No one likes to be scrunched while flying, but as airlines continue to cram as many seats on planes as they can, things can definitely get tight. An Australian man is suing over the close quarters on a flight from Sydney to Los Angeles, claiming he was forced him into uncomfortable positions during the 14-hour flight.
The 67-year-old man tells the Sydney Daily Telegraph that the airline wouldn’t let him switch his seat next to two obese passengers who encroached on his space. Though he was seated by the window, he says he was left “crouching, kneeling, bracing, or standing” for much of the Transpacific flight.
His in-flight moves exacerbated his scoliosis and caused lower and upper back injuries, and bruising to his neck, he claims.

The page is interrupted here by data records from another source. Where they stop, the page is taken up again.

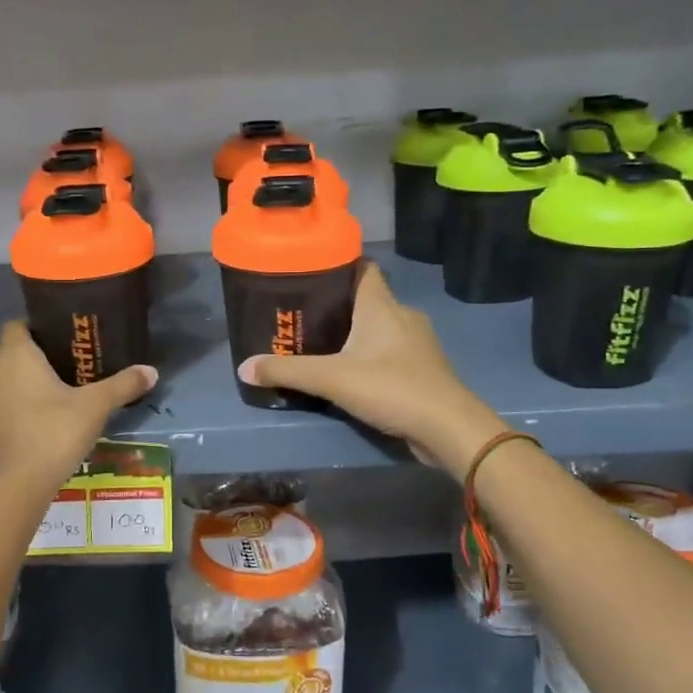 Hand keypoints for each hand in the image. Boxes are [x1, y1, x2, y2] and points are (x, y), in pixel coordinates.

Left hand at [0, 322, 156, 495]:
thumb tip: (152, 371)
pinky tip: (11, 446)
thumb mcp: (95, 409)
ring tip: (31, 421)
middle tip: (52, 392)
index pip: (18, 327)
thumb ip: (122, 385)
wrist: (12, 491)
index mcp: (14, 356)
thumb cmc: (54, 436)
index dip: (35, 334)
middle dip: (23, 372)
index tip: (55, 350)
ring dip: (4, 400)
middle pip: (4, 362)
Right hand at [238, 263, 504, 471]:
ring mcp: (417, 343)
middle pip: (367, 298)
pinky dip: (370, 356)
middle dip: (337, 305)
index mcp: (382, 305)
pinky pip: (390, 352)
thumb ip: (287, 372)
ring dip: (355, 333)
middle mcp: (402, 315)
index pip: (362, 268)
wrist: (448, 428)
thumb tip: (243, 367)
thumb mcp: (331, 379)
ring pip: (380, 327)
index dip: (337, 264)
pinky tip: (351, 372)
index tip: (308, 271)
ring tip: (321, 344)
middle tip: (302, 314)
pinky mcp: (423, 368)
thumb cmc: (391, 388)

“I don’t hold any malice towards the people in the seats next to me – they’d paid for a ticket too,” he told the Daily Telegraph. “The airline could have put me in a crew seat or moved people around but they did nothing.”

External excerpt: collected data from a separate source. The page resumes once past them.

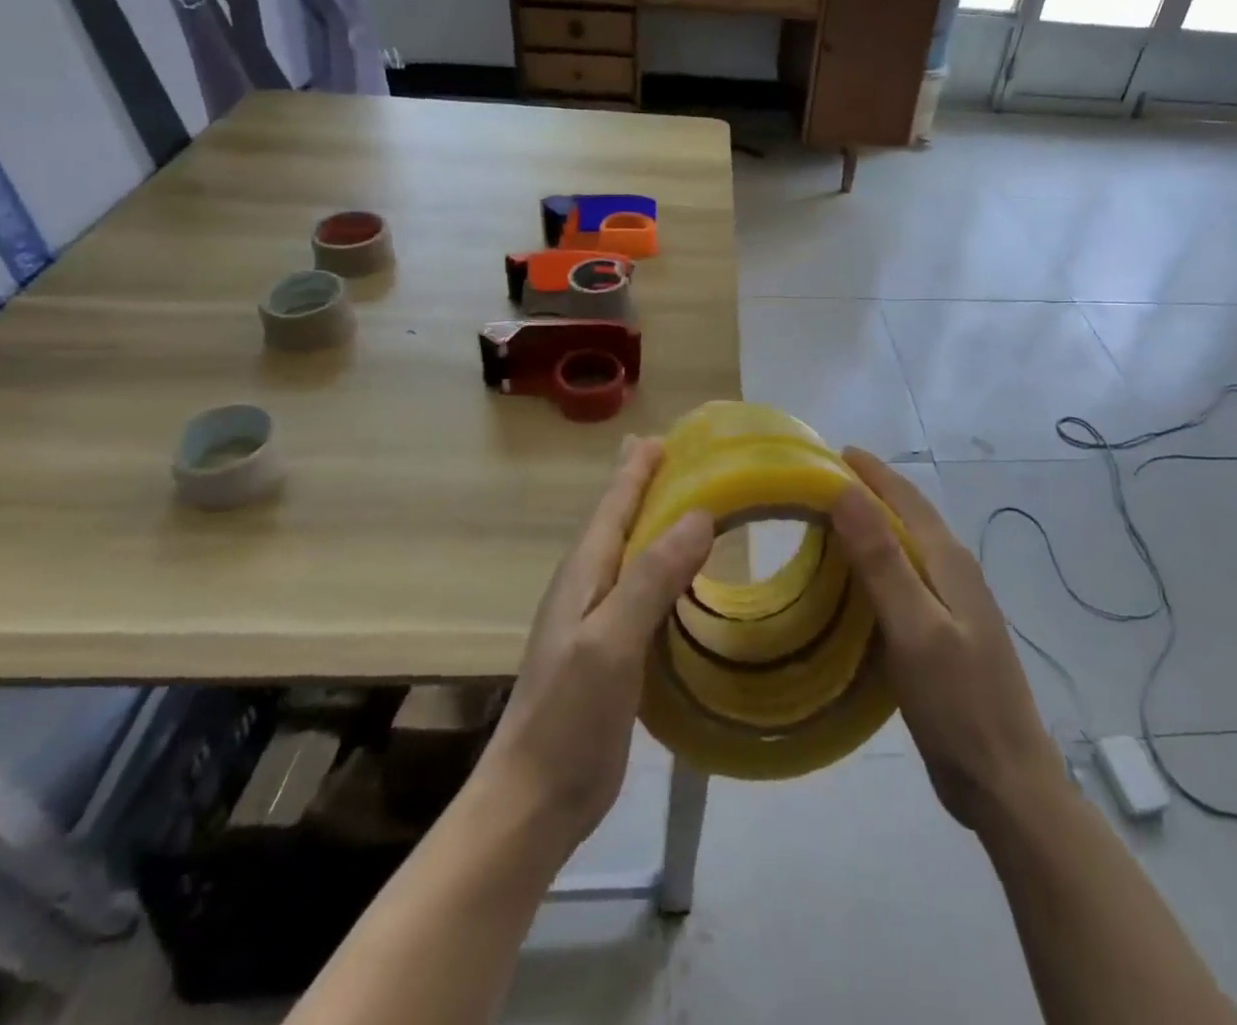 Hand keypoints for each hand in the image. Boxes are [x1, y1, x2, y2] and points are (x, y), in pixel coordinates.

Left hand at [474, 436, 712, 860]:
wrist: (536, 799)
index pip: (614, 503)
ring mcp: (600, 621)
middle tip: (683, 458)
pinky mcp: (615, 652)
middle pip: (623, 521)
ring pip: (636, 555)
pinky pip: (647, 593)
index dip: (637, 468)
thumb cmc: (568, 715)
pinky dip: (669, 571)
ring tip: (694, 506)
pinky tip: (689, 577)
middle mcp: (590, 586)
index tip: (664, 436)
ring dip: (661, 526)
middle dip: (648, 486)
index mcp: (585, 572)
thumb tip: (700, 515)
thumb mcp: (611, 640)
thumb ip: (652, 577)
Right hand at [832, 450, 1064, 835]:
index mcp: (949, 562)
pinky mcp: (942, 635)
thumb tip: (846, 490)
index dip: (870, 472)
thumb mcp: (914, 627)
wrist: (1005, 783)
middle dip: (868, 493)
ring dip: (869, 530)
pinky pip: (903, 583)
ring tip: (825, 525)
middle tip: (816, 485)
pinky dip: (874, 568)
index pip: (905, 498)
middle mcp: (953, 573)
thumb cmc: (958, 703)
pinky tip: (851, 584)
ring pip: (904, 550)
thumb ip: (882, 559)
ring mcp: (951, 606)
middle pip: (906, 518)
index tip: (830, 452)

He’s filed his lawsuit in Australia’s Federal Court, and American says it has received the lawsuit and is reviewing the allegations.

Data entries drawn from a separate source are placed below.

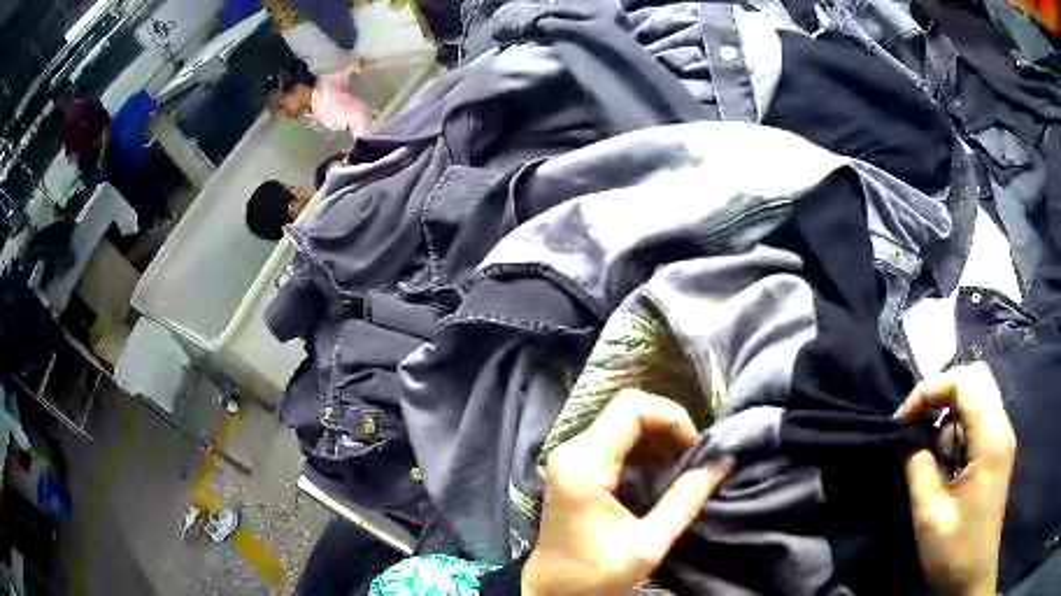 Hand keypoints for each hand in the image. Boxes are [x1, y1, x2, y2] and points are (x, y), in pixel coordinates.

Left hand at [522, 389, 730, 595]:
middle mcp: (571, 451)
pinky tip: (661, 471)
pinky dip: (643, 448)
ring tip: (683, 464)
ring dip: (657, 436)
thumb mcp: (648, 544)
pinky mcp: (574, 468)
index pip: (631, 408)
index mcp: (584, 465)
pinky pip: (613, 440)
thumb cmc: (595, 575)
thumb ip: (686, 500)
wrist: (552, 592)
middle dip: (667, 425)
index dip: (671, 417)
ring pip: (621, 421)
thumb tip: (723, 462)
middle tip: (694, 455)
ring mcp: (570, 458)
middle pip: (626, 409)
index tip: (696, 447)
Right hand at [895, 363, 1015, 595]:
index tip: (901, 420)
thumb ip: (919, 470)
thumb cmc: (954, 552)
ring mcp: (1001, 438)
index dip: (930, 390)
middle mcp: (1001, 427)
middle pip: (975, 378)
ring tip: (926, 445)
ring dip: (948, 410)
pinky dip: (956, 427)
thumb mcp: (930, 516)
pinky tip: (943, 458)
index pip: (964, 382)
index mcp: (991, 438)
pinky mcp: (996, 452)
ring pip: (977, 395)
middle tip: (914, 422)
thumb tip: (906, 440)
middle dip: (940, 392)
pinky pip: (978, 419)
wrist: (972, 578)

He’s not the first person to bring legal action against an airline over a seatmate: Last year, a traveler sued Emirates claiming that his trip was “ruined” after a nine-hour flight he spent next to an obese man. And in 2015, an Australian man sued Etihad Airways, saying he had to contort his body to avoid being in contact with his “grossly overweight” seat mate, resulting in a back injury, BBC reported.